We also need policy changes; we especially need clear policy on how to protect confidential information. There are differences between countries on privacy protection leading to the question: "How do we get equivalent safeguard mechanisms in place so there can be true data sharing for international projects?" That’s how we came to develop the Global Alliance for Genomics and Health. Many of us in the genomics research community realized that we needed new solutions for data sharing.
ES: What are the goals for the Global Alliance for Genomics and Health?
TH: The goal is to create harmonized standards for datasets- just like how my cell phone can contact your cell phone even though they’re created and run by different companies. Just as many companies have established standards for transmitting data between cell phones, we need to create the same standards for transmitting bioinformatics data.
The difference is that for genomic data we need to ensure the highest levels of data security as the data are transmitted across borders. In other sectors, like finance, some equivalent procedures have been established for sharing of non-health-related data.
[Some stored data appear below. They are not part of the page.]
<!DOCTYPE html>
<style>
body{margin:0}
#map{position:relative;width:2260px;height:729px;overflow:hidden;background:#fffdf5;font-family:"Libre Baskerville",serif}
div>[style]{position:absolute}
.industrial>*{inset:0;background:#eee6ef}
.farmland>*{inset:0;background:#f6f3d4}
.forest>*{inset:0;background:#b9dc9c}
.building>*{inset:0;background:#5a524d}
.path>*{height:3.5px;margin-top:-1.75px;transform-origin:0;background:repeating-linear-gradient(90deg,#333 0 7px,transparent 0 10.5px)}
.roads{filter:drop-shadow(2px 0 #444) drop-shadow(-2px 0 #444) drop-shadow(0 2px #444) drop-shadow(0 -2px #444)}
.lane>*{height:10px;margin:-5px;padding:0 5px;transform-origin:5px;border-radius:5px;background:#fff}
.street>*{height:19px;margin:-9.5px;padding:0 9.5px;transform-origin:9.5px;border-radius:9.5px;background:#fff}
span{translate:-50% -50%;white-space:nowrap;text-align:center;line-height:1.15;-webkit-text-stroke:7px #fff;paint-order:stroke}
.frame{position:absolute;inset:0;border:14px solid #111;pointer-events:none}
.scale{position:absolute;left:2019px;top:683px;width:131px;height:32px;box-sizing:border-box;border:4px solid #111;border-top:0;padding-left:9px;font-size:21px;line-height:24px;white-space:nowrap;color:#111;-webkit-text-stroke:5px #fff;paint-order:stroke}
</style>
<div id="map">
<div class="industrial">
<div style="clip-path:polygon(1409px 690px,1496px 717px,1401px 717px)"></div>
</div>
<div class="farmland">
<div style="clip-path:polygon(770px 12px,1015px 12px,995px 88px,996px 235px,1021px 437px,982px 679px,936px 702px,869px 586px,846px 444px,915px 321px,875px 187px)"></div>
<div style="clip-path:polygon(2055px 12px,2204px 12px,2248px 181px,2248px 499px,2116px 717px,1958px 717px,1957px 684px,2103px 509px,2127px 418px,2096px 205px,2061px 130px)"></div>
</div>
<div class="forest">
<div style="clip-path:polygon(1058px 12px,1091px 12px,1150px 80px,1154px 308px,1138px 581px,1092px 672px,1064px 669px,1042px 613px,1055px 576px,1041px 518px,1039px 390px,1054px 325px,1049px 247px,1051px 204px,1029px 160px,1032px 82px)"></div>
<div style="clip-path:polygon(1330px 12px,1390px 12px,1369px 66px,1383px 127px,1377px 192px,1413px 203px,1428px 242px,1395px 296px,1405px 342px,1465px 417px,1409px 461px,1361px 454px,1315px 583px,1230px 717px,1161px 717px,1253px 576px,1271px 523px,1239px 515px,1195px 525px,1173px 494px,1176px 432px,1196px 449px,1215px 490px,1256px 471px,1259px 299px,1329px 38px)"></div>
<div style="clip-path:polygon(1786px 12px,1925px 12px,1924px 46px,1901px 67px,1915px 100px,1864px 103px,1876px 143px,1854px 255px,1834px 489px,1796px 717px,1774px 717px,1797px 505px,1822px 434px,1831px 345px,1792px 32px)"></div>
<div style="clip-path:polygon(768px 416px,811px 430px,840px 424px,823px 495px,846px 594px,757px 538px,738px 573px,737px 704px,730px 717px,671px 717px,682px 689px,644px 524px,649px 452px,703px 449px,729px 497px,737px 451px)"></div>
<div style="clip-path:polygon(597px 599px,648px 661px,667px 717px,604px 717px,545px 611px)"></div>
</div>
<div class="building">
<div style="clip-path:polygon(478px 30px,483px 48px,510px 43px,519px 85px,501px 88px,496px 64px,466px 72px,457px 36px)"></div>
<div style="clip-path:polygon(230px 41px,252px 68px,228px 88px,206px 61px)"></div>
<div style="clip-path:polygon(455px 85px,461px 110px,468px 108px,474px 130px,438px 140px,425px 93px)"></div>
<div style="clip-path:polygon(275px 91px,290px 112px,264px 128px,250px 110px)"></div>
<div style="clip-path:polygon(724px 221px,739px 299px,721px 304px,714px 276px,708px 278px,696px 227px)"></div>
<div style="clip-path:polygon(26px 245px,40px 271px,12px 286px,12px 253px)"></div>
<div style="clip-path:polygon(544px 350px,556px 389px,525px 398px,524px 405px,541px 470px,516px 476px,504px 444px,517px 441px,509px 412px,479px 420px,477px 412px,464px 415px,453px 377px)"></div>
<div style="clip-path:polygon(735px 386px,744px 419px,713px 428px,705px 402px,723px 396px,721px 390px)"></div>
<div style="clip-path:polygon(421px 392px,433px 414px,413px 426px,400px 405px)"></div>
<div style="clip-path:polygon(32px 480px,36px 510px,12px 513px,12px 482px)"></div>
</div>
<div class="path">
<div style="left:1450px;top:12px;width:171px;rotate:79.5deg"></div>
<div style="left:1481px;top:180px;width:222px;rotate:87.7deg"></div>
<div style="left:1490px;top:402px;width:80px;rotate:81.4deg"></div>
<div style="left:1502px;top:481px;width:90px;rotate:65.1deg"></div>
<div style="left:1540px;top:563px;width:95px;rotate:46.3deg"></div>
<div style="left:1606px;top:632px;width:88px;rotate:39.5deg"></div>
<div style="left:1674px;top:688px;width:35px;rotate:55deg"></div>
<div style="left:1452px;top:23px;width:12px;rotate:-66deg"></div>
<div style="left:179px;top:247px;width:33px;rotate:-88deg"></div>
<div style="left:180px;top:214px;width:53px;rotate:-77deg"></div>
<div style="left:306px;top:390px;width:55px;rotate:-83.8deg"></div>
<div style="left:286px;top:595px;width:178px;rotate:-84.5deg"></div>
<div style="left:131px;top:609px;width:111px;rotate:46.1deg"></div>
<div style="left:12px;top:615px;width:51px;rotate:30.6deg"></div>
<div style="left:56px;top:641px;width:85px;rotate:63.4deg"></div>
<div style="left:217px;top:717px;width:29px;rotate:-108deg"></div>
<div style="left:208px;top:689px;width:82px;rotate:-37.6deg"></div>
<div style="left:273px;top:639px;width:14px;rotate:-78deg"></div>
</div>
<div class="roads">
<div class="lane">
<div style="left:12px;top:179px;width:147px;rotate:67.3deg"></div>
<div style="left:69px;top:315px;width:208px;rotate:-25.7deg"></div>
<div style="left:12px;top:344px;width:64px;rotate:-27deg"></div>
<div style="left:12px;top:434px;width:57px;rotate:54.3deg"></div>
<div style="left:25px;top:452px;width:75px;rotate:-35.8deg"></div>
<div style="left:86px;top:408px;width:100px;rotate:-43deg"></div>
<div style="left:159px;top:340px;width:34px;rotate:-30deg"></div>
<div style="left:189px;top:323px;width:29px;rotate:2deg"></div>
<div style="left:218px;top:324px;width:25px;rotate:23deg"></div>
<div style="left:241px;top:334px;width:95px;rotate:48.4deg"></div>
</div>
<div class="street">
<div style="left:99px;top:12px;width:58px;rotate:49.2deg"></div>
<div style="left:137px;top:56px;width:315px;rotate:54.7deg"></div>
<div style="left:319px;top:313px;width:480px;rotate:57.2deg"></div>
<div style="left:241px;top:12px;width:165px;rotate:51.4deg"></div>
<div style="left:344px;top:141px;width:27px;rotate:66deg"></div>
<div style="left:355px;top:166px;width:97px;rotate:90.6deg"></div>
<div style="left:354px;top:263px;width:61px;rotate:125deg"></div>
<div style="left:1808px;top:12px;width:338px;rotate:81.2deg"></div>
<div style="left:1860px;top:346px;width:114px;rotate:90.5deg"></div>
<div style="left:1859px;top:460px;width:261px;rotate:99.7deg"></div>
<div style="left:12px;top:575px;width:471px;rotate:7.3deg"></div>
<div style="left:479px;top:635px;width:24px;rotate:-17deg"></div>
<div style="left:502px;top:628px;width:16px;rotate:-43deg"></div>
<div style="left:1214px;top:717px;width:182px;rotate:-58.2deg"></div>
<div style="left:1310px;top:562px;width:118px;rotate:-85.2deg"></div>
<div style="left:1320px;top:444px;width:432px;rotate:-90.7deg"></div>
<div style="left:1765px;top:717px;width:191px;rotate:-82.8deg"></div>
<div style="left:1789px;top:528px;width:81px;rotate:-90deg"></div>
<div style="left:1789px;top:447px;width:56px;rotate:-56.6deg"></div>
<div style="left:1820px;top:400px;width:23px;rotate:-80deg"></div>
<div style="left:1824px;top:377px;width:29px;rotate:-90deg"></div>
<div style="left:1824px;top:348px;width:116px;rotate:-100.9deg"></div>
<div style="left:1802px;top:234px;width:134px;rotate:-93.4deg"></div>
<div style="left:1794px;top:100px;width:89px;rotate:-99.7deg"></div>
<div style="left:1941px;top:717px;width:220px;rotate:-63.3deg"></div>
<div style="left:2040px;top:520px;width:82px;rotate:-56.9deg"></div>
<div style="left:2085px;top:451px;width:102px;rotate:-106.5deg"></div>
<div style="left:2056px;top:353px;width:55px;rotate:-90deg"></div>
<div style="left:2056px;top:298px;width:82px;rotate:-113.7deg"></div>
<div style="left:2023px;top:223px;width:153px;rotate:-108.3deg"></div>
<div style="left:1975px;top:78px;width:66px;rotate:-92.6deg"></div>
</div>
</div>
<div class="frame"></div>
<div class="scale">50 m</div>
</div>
There’s been a lot of momentum in the Global Alliance for Genomics and Health in the past two years. Several major organizations have put their efforts behind it: the NIH, the Wellcome Trust, OICR, and the Broad Institute. Key leaders in the cancer genomics community have coalesced around this because we can see the importance.
I have been so impressed with the dedication of the group, especially the scientists who are volunteering to take the lead on some projects. These people are so motivated and willing to put in their personal time. By working together, we can answer more difficult questions. I’m very much looking forward to continuing to work with Global Alliance for Genomics and Health and what the future will bring for it.